Secondo la ricerca, la Campania (con il 16.8%) scavalca, con un certo divario, regioni dal peso importante come la Lombardia ed il Lazio (rispettivamente il 12.4% e il 9%). Attenzione inoltre a non confondere “Campania” con “Napoli” poiché è questo uno degli aspetti più importanti sottolineati dalla ricerca. L’e-commerce abbatte le barriere tradizionali legate alla località geografica ed alla posizione favorevole, sosituendole con presenze digitali, dove la posizione, o meglio, il posizionamento, è il risultato di un numero di fattori, molti dei quali direttamente controllabili per poter diventare più visibili sul mercato di riferimento.

Interessante è anche notare come la Campania, fino a pochi anni fa, arrancava nel settore del commercio digitale, stando alle ricerche. La trasformazione è senz’altro benvenuta e mostra come sia possibile in un tempo veramente breve per gli standard dell’economia (stiamo parlando di soli 4-5 anni) rovesciare completamente una situazione e tutti i preconcetti che ad essa hanno portato, favorendo una crescita positiva e attenta alle tendenze future.

In questo contesto si inserisce molto bene il dropshipping, adatto all’apertura di business di piccole e medie dimensioni con fondi di partenza limitati ma disponibilità di tempo ed entusiasmo per approfondire il proprio know-how. In questo modo è infatti possibile costruire una base limitata ma assolutamente reale di vendite e contatti ed ampliare ed espandere il business man mano che si comprendono meglio le caratteristiche del mercato e, potenzialmente, ci si ritaglia una nicchia in esso distinguendosi dai competitor.
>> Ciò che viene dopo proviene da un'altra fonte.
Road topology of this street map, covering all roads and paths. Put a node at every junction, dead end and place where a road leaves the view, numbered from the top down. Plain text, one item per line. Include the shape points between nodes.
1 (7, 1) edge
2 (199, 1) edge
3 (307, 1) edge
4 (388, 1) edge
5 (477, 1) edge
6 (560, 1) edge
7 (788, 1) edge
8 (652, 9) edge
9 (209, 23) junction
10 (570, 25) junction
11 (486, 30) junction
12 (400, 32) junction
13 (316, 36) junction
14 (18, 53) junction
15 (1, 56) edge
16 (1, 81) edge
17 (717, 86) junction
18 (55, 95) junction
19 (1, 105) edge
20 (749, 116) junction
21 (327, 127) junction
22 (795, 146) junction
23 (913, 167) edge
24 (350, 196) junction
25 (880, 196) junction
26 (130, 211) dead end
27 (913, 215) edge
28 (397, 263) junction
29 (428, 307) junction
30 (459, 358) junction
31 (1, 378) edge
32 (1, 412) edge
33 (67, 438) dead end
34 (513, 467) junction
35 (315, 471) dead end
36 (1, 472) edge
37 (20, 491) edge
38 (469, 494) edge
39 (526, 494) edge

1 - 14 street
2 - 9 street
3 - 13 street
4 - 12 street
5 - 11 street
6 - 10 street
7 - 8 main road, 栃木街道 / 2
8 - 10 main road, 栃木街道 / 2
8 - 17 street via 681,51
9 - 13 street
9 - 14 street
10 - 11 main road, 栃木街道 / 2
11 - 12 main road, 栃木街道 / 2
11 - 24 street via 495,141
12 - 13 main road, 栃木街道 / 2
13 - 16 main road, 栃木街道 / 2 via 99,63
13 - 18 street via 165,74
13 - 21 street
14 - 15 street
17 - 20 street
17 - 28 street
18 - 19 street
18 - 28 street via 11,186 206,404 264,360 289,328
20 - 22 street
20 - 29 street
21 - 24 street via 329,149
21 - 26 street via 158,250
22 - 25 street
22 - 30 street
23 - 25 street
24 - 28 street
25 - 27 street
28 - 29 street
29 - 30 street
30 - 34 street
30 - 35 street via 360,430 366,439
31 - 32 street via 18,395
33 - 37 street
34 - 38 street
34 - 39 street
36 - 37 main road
Interessante è anche notare che, sempre basandosi sui dati della ricerca, questo mercato, per quanto prevalentemente interno, si sta aprendo sempre più all’export, complici anche le favorevoli condizioni per il commercio nell’eurozona.

Tra gli altri fattori di sviluppo positivo evidenziati nell’ultimo periodo, particolarmente in Campania ma più genericamente in tutto il Sud Italia, vi sono indicatori come il numero di impiegati assunti da una singola realtà imprenditoriale (la maggior parte delle PMI che compone il campione ne impiega quattro, un ottimo indicatore se si tengono in considerazione le passate realtà delle aziende individuali o famigliari) e, non da ultimo, il fatturato, che registra nel complesso una crescita uniforme anche in quelle che possono essere considerate “start-up” a contenuto variabile di innovazione e che fanno dell’e-commerce il proprio punto di forza per il contatto con il cliente.